I didn’t know what to say. I’ve never seen her like that, I mean angry. She stood up and retrieved the bottle from the counter, saying, “This will save steps because we’re not leaving this table until we work things out.”

There was nothing to say to that neither, so I sat there with my mouth shut. But Kate sure had more to say. “For two years now, every single day we’ve eaten our meals together. We go shopping together. We talk on the porch in the cool of the evening. And not once, Jim Bridger, have you ever made a move on me. What’s wrong with me? You make a girl feel unattractive.”

She was so wrong. I thought her the most beautiful woman in the world, at least to me. There were many a night I lay in my bed and I thought of her. How I wanted to say something to let her know how I felt. But a man with nothing has no right to speak of such things to a woman.
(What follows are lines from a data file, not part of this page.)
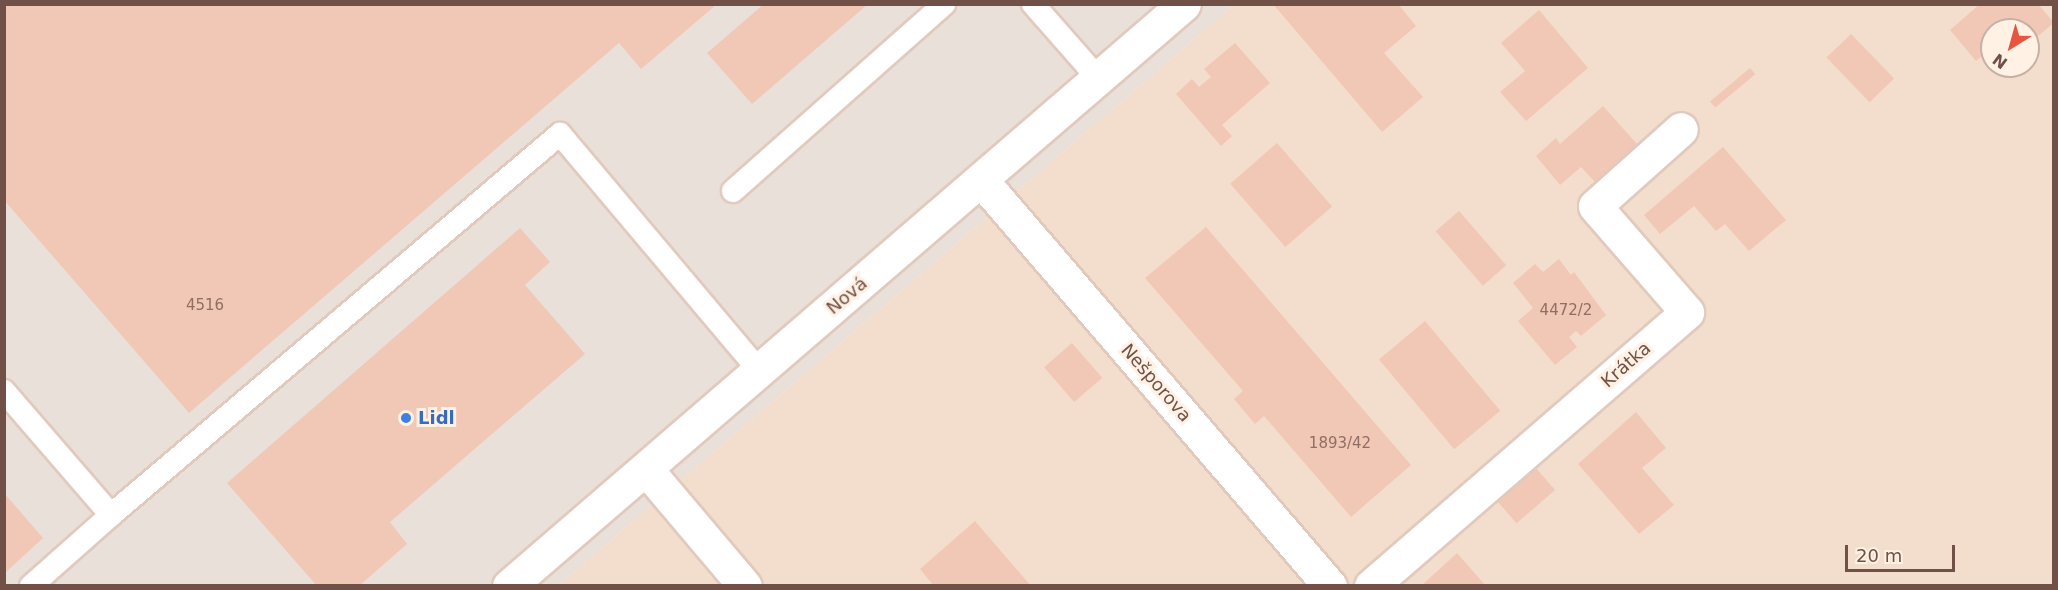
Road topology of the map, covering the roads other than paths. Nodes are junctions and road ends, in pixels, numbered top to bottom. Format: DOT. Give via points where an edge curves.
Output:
graph roads {
  1 [pos="944,4"];
  2 [pos="1033,4"];
  3 [pos="1184,4"];
  4 [pos="1099,79"];
  5 [pos="1681,129"];
  6 [pos="982,181"];
  7 [pos="733,191"];
  8 [pos="759,370"];
  9 [pos="4,391"];
  10 [pos="645,469"];
  11 [pos="111,514"];
  12 [pos="31,585"];
  13 [pos="509,585"];
  14 [pos="745,585"];
  15 [pos="1330,585"];
  16 [pos="1371,585"];
  1 -- 7 [label="lane"];
  2 -- 4 [label="lane"];
  3 -- 4 [label="street, Nová"];
  4 -- 6 [label="street, Nová"];
  5 -- 16 [label="street, Krátka" via="1595,206 1687,312"];
  6 -- 8 [label="street, Nová"];
  6 -- 15 [label="street, Nešporova"];
  8 -- 10 [label="street, Nová"];
  8 -- 11 [label="lane" via="560,134"];
  9 -- 11 [label="lane"];
  10 -- 13 [label="street, Nová"];
  10 -- 14 [label="street"];
  11 -- 12 [label="lane"];
}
There we sat, across the table from each other, neither one of us speaking. Then Kate got up, came over, and plopped herself right down on my lap. She put her arms around my neck and gave me the longest, deepest kiss I’ve ever had. It took me a few seconds, but then I returned it.
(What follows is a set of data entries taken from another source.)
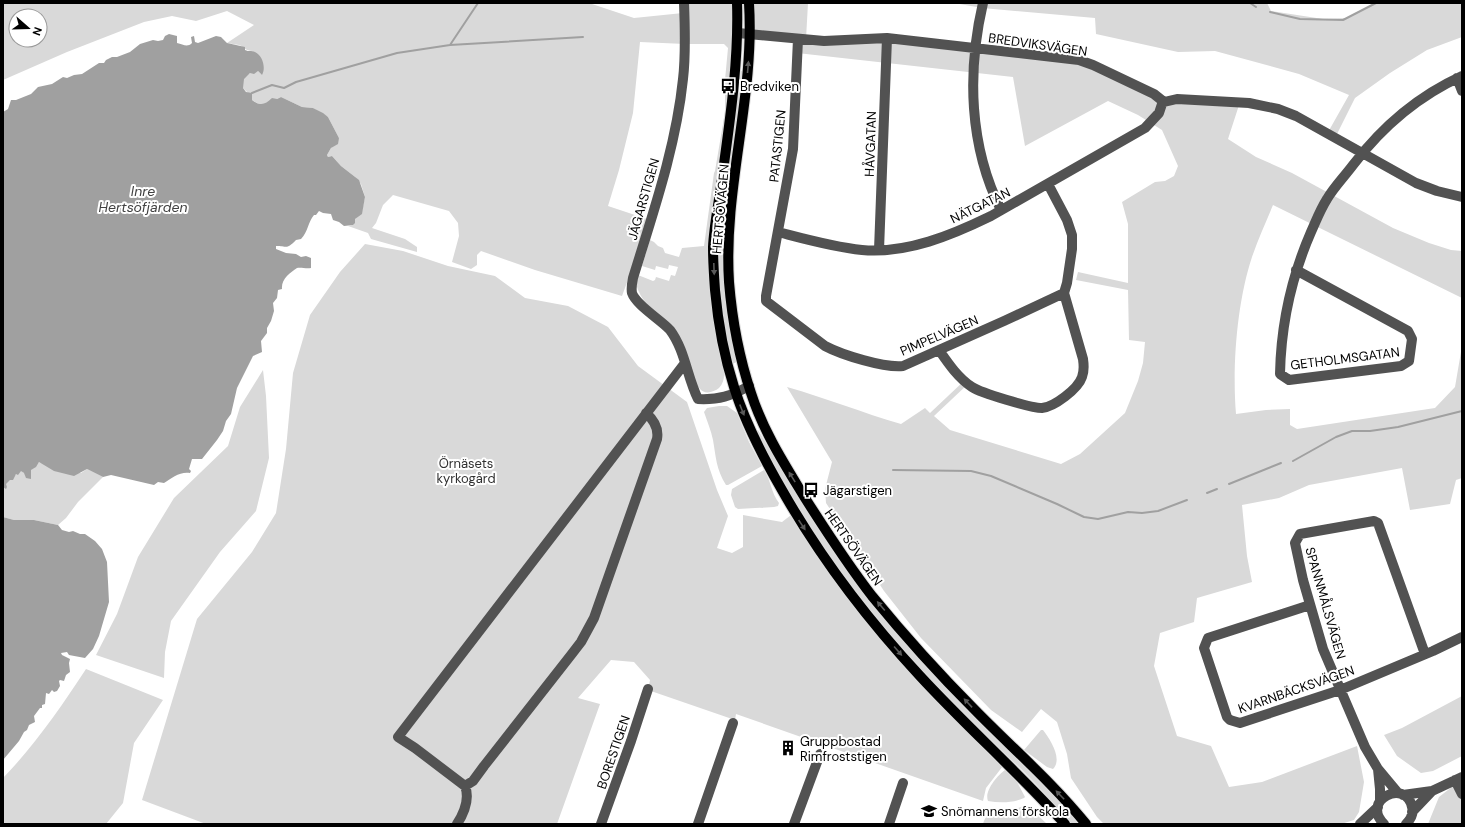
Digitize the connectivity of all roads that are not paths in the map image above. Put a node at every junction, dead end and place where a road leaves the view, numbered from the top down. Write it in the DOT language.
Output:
graph roads {
  1 [pos="684,3"];
  2 [pos="737,3"];
  3 [pos="749,3"];
  4 [pos="983,3"];
  5 [pos="738,33"];
  6 [pos="749,34"];
  7 [pos="888,38"];
  8 [pos="798,39"];
  9 [pos="975,48"];
  10 [pos="1459,77"];
  11 [pos="1462,91"];
  12 [pos="1163,101"];
  13 [pos="1362,153"];
  14 [pos="1048,184"];
  15 [pos="1462,197"];
  16 [pos="1001,210"];
  17 [pos="778,232"];
  18 [pos="879,250"];
  19 [pos="1296,270"];
  20 [pos="1064,293"];
  21 [pos="939,350"];
  22 [pos="685,363"];
  23 [pos="749,386"];
  24 [pos="736,393"];
  25 [pos="646,413"];
  26 [pos="1310,605"];
  27 [pos="1462,637"];
  28 [pos="1425,654"];
  29 [pos="648,689"];
  30 [pos="1340,690"];
  31 [pos="734,723"];
  32 [pos="820,754"];
  33 [pos="1378,770"];
  34 [pos="1459,778"];
  35 [pos="903,783"];
  36 [pos="465,786"];
  37 [pos="1432,791"];
  38 [pos="1400,794"];
  39 [pos="1462,794"];
  40 [pos="1379,804"];
  41 [pos="1409,820"];
  42 [pos="457,824"];
  43 [pos="601,824"];
  44 [pos="698,824"];
  45 [pos="794,824"];
  46 [pos="889,824"];
  47 [pos="1065,824"];
  48 [pos="1086,824"];
  49 [pos="1360,824"];
  50 [pos="1384,824"];
  1 -- 22 [label="street, JÄGARSTIGEN"];
  2 -- 5 [label="main road, HERTSÖVÄGEN"];
  3 -- 6 [label="main road, HERTSÖVÄGEN"];
  4 -- 9 [label="street"];
  5 -- 6 [label="street, BREDVIKSVÄGEN"];
  5 -- 24 [label="main road, HERTSÖVÄGEN, one-way"];
  6 -- 8 [label="street, BREDVIKSVÄGEN"];
  23 -- 6 [label="main road, HERTSÖVÄGEN, one-way"];
  7 -- 8 [label="street, BREDVIKSVÄGEN"];
  7 -- 9 [label="street, BREDVIKSVÄGEN"];
  7 -- 18 [label="street, HÅVGATAN"];
  8 -- 17 [label="street, PATASTIGEN"];
  9 -- 12 [label="street, BREDVIKSVÄGEN"];
  9 -- 16 [label="street"];
  10 -- 11 [label="street"];
  10 -- 13 [label="street"];
  12 -- 13 [label="street"];
  12 -- 14 [label="street, NÄTGATAN"];
  13 -- 15 [label="street"];
  13 -- 19 [label="street, GETHOLMSGATAN"];
  14 -- 16 [label="street, NÄTGATAN"];
  14 -- 20 [label="street"];
  16 -- 18 [label="street, NÄTGATAN"];
  17 -- 18 [label="street, NÄTGATAN"];
  17 -- 21 [label="street, PIMPELVÄGEN"];
  19 -- 19 [label="street, GETHOLMSGATAN"];
  20 -- 21 [label="street, PIMPELVÄGEN"];
  20 -- 21 [label="street"];
  22 -- 24 [label="street, JÄGARSTIGEN"];
  22 -- 25 [label="street"];
  23 -- 24 [label="street, JÄGARSTIGEN"];
  48 -- 23 [label="main road, HERTSÖVÄGEN, one-way"];
  24 -- 47 [label="main road, HERTSÖVÄGEN, one-way"];
  25 -- 36 [label="street"];
  25 -- 36 [label="street"];
  26 -- 28 [label="street, SPANNMÅLSVÄGEN"];
  26 -- 30 [label="street, SPANNMÅLSVÄGEN"];
  26 -- 30 [label="street, KVARNBÄCKSVÄGEN"];
  27 -- 28 [label="street, KVARNBÄCKSVÄGEN"];
  28 -- 30 [label="street, KVARNBÄCKSVÄGEN"];
  29 -- 43 [label="street, BORESTIGEN"];
  30 -- 33 [label="street, SPANNMÅLSVÄGEN"];
  31 -- 44 [label="street"];
  32 -- 45 [label="street"];
  33 -- 38 [label="street, SPANNMÅLSVÄGEN"];
  33 -- 40 [label="street, SPANNMÅLSVÄGEN"];
  34 -- 37 [label="street"];
  34 -- 39 [label="street"];
  35 -- 46 [label="street"];
  36 -- 42 [label="street"];
  37 -- 38 [label="street"];
  37 -- 41 [label="street"];
  38 -- 40 [label="street"];
  38 -- 41 [label="street, SPANNMÅLSVÄGEN"];
  40 -- 49 [label="street"];
  40 -- 50 [label="street, SPANNMÅLSVÄGEN"];
}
When we broke apart, she said, “Now that we have that settled, go get your things and move them into our bedroom.”

“I will. As soon as you get up off my lap.” She laughed and told me that she might not ever get up.

With her arms still around my neck, I asked her what we were going to do about Kelly. Kate tilted her head sideways and said, “Kelly?”

“The filly out in the corral.”

“Oh yes, her. Middleton is a son-of-a-bitch, but he owes me money. I’ll tell him I’m taking the horse as payment. If he gives me any trouble, I’ll report him for animal cruelty. What is her name again?”

“Kelly.”

“A nice name.”

That was the day I got me two first-class fillies. A year later, we sold the house, Kate sold her practice, and together with Kelly, we moved to Montana. We bought a small cabin and I built a heated barn for Kelly.

Now when it snows, Kelly is content in her barn. And Kate and I are content in each other’s arms.